Guerra de Espadas em Senhor do Bonfim depende do atendimento a exigências, diz MP

O MP informou que a expectativa é de que os festejos ocorram dentro das regras previstas no Termo de Ajuste de Conduta (TAC)

Por Dinaldo dos Santos.

A realização da tradicional Guerra de Espadas de Senhor do Bonfim segue em fase de preparação para ocorrer de forma regularizada nos festejos juninos de 2026, mas a possibilidade depende do atendimento a exigências, conforme o Ministério Público da Bahia. 

Guerra de Espadas. Foto: Reprodução | Redes Sociais

Cerca de seis meses após a assinatura de um Termo de Ajustamento de Conduta (TAC) entre o Ministério Público da Bahia (MP-BA), a Prefeitura e a Associação Cultural dos Espadeiros de Senhor do Bonfim (ACESB), os organizadores ainda aguardam etapas decisivas para a efetivação do acordo.

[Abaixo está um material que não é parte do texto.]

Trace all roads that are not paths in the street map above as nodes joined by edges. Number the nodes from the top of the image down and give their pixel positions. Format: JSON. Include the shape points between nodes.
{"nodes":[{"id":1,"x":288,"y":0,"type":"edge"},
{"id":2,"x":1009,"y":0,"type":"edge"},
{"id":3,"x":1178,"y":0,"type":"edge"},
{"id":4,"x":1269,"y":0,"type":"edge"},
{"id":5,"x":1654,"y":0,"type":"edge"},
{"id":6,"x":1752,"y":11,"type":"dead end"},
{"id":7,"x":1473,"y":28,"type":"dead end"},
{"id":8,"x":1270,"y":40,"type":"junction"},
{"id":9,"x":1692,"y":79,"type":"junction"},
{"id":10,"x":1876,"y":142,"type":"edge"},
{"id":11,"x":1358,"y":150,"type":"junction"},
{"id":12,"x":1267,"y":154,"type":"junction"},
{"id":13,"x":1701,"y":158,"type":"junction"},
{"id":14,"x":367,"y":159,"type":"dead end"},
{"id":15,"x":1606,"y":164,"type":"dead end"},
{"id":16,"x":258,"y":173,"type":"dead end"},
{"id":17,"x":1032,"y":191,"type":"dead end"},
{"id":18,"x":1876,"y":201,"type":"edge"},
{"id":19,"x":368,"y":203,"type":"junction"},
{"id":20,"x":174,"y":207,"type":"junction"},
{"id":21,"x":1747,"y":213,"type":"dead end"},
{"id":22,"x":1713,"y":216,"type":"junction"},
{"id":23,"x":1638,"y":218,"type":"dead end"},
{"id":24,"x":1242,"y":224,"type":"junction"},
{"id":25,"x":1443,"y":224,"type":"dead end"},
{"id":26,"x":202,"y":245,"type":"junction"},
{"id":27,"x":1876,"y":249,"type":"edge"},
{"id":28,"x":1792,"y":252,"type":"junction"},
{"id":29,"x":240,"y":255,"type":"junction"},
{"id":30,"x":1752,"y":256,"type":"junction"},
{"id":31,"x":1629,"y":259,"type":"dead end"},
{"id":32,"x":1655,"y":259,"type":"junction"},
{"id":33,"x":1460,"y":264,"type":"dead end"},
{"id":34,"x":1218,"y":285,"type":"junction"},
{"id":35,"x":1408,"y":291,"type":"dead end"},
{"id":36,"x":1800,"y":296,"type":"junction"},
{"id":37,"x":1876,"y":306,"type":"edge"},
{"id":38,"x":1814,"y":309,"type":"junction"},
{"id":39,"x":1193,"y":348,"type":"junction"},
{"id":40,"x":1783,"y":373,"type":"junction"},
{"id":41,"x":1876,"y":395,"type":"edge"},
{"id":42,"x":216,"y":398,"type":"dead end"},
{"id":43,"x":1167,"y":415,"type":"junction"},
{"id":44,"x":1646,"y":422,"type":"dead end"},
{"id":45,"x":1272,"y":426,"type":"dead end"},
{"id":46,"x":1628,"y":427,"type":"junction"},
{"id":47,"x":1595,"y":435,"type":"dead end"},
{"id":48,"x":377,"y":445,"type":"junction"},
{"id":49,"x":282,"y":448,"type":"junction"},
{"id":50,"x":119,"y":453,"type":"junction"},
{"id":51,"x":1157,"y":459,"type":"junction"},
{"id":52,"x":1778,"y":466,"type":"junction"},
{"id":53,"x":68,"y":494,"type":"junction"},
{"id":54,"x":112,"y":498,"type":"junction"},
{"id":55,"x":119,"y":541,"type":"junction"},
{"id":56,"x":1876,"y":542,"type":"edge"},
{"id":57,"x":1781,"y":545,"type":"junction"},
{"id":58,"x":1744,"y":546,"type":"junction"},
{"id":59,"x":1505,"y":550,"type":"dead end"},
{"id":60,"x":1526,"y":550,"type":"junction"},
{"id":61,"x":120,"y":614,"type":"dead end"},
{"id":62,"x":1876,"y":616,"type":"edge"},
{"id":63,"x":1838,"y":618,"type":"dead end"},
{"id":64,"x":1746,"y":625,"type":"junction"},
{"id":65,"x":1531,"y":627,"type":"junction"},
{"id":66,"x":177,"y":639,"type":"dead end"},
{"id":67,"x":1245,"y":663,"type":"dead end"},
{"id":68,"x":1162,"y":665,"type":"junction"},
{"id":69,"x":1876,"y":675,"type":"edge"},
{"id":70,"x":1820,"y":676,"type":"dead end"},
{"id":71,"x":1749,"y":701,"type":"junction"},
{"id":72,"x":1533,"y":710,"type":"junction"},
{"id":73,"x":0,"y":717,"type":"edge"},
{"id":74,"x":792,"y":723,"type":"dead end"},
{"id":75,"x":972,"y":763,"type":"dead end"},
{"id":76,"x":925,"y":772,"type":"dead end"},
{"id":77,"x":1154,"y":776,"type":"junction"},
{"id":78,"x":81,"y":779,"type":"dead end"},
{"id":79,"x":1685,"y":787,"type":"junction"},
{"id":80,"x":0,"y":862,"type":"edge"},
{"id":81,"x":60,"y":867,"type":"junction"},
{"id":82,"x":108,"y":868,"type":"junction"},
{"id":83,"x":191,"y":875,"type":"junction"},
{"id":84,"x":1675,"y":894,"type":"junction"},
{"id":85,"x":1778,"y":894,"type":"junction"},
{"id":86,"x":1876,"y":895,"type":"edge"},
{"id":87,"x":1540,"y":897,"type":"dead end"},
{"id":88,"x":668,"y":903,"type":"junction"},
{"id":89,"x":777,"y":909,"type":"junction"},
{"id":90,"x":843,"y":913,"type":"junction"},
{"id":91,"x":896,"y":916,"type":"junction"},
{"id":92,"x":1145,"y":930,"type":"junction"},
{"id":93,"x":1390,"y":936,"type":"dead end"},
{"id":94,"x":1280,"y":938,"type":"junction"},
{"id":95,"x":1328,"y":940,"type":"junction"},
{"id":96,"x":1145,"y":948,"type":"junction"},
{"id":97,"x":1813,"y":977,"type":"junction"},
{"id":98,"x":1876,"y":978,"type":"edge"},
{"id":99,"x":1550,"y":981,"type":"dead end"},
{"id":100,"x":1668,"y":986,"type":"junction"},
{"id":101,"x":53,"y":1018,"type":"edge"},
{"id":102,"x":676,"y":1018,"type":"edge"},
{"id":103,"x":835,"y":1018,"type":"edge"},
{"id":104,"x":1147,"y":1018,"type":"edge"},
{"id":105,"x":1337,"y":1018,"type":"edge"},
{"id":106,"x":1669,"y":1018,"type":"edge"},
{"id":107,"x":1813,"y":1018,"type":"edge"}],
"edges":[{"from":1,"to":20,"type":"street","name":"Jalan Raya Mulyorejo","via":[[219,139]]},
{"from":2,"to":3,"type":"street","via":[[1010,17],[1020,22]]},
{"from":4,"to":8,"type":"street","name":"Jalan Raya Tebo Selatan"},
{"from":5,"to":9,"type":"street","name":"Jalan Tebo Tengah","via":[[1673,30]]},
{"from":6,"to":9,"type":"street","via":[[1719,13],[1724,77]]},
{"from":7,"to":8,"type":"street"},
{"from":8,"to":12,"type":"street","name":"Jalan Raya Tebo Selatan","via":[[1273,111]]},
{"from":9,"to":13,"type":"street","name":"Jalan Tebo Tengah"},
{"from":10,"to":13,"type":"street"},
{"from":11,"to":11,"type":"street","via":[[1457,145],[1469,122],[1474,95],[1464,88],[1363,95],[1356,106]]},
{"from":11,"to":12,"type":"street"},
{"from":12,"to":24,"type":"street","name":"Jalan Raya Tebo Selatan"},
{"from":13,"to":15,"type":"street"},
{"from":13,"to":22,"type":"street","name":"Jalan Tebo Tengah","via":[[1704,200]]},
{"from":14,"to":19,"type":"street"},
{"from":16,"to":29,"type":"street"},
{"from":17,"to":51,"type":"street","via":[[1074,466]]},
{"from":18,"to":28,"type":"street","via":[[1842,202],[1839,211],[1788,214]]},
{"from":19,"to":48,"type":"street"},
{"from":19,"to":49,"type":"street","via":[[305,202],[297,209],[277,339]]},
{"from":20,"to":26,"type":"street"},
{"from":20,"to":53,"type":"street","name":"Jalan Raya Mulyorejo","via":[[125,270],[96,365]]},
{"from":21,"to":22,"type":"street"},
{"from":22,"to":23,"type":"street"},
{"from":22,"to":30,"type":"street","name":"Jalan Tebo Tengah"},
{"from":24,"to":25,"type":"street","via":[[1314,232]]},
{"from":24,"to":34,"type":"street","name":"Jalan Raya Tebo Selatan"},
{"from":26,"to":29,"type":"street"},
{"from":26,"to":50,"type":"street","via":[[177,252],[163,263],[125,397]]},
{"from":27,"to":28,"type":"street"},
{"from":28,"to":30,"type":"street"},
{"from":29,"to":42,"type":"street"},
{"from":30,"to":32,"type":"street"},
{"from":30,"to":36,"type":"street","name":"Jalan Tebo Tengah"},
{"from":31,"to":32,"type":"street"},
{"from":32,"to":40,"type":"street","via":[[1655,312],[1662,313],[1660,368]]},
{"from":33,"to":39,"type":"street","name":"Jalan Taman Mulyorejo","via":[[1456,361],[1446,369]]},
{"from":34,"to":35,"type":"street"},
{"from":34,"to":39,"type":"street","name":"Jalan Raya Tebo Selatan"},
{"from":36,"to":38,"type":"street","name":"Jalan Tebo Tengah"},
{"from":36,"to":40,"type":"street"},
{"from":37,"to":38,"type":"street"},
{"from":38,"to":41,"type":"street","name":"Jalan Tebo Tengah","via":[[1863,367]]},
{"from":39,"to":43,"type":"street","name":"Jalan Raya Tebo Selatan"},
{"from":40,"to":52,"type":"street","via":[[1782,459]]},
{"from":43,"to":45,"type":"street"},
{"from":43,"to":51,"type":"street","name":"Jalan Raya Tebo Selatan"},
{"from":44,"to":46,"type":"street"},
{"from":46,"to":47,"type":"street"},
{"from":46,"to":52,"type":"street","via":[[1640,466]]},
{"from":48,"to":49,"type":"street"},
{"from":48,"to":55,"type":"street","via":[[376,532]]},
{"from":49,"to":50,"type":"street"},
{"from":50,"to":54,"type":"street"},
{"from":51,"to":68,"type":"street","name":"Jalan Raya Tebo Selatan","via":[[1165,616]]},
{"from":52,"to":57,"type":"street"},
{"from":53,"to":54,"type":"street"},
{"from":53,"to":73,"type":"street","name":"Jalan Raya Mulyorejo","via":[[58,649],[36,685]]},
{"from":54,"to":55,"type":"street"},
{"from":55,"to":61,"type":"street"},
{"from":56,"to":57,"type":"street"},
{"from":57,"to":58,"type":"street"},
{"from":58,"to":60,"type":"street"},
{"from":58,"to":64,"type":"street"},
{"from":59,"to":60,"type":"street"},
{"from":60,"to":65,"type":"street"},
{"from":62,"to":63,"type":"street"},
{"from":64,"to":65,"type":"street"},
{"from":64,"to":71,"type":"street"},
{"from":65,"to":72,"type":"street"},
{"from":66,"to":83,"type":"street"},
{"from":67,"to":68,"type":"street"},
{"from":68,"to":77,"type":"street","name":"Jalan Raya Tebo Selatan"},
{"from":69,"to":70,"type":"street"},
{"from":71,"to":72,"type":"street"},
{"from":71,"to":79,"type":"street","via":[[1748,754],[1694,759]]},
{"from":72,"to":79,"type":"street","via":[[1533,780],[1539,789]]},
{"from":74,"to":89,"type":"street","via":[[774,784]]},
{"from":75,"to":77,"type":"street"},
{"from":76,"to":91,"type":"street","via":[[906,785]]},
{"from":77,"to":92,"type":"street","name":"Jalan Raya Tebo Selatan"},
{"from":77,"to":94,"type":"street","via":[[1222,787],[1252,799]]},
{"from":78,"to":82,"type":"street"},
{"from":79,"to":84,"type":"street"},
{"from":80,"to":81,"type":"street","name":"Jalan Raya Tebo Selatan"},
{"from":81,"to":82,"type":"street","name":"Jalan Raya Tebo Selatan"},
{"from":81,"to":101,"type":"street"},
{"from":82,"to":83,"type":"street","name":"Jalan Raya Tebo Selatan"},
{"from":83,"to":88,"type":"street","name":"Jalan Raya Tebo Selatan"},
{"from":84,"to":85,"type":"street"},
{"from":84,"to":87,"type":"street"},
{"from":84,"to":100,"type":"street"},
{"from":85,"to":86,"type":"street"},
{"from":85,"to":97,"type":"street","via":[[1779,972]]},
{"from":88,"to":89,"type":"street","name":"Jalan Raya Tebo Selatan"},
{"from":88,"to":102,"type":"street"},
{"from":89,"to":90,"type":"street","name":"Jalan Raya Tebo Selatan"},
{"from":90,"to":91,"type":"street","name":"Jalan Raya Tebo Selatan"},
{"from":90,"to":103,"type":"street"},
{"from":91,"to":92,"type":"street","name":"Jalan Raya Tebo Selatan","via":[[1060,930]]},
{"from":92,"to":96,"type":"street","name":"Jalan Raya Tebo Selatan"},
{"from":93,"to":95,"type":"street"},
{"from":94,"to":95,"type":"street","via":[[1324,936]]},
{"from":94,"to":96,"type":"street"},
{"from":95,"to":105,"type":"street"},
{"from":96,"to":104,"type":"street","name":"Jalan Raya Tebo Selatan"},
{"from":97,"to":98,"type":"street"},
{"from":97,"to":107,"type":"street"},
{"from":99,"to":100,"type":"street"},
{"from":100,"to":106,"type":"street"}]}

Firmado em dezembro do ano passado, o TAC estabeleceu uma série de exigências para permitir a realização da manifestação cultural em um espaço específico, conhecido como espadódromo, com rígidos protocolos de segurança e utilização de artefatos certificados conforme as normas do Exército Brasileiro.

Guerra de Espadas depende do atendimento a exigências

Em nota, o Ministério Público informou que a expectativa é de que os festejos ocorram dentro das regras previstas no acordo. Segundo o órgão, há uma área em fase de vistoria e adequação, mas a realização do evento depende do cumprimento de dois requisitos considerados essenciais: a aprovação definitiva do local pelos órgãos competentes e a certificação das espadas que serão utilizadas.

O MP destacou ainda que acompanha o processo em conjunto com o Município, órgãos de segurança pública, Corpo de Bombeiros e Conselho Regional de Engenharia e Agronomia (Crea), buscando compatibilizar a preservação da tradição cultural com a segurança dos participantes e da população.

Guerra de Espadas em Senhor do Bonfim. Foto: Reprodução

Espadeiros reclamam de burocracia

Já a Associação Cultural dos Espadeiros de Senhor do Bonfim afirma que os preparativos estão avançados, mas reconhece que a liberação depende de trâmites junto ao Exército Brasileiro. De acordo com a entidade, o processo enfrenta entraves burocráticos relacionados à certificação exigida pelo TAC.

Considerada uma das manifestações mais tradicionais do São João bonfinense, a Guerra de Espadas foi alvo de discussões judiciais e medidas restritivas nos últimos anos devido aos riscos de acidentes. O acordo firmado em dezembro foi tratado pelas partes como uma solução para conciliar a preservação do patrimônio cultural com as exigências legais e de segurança.

Perigos na guerra de espadas

Anualmente, o Corpo de Bombeiros publica alertas sobre os perigos na produção das espadas e outros explosivos, que é artesanal, e realizada, muitas vezes, em locais improvisados, como barracões e depósitos. Este ano, apesar da proibição, moradores do bairro de Periperi, em Salvador, foram filmados promovendo Guerras de Espadas na região.

No último 23 de junho, véspera de São João, ninguém foi preso pela atividade no município. Em nota publicada no período junino, a Prefeitura de Senhor do Bonfim reforçou a "importância de celebrar com responsabilidade e respeito às leis", e destacou que a Guerra de Espadas "representa riscos reais à vida e à segurança de todos e é considerada crime, conforme previsto na Lei Federal nº 10.826/2003".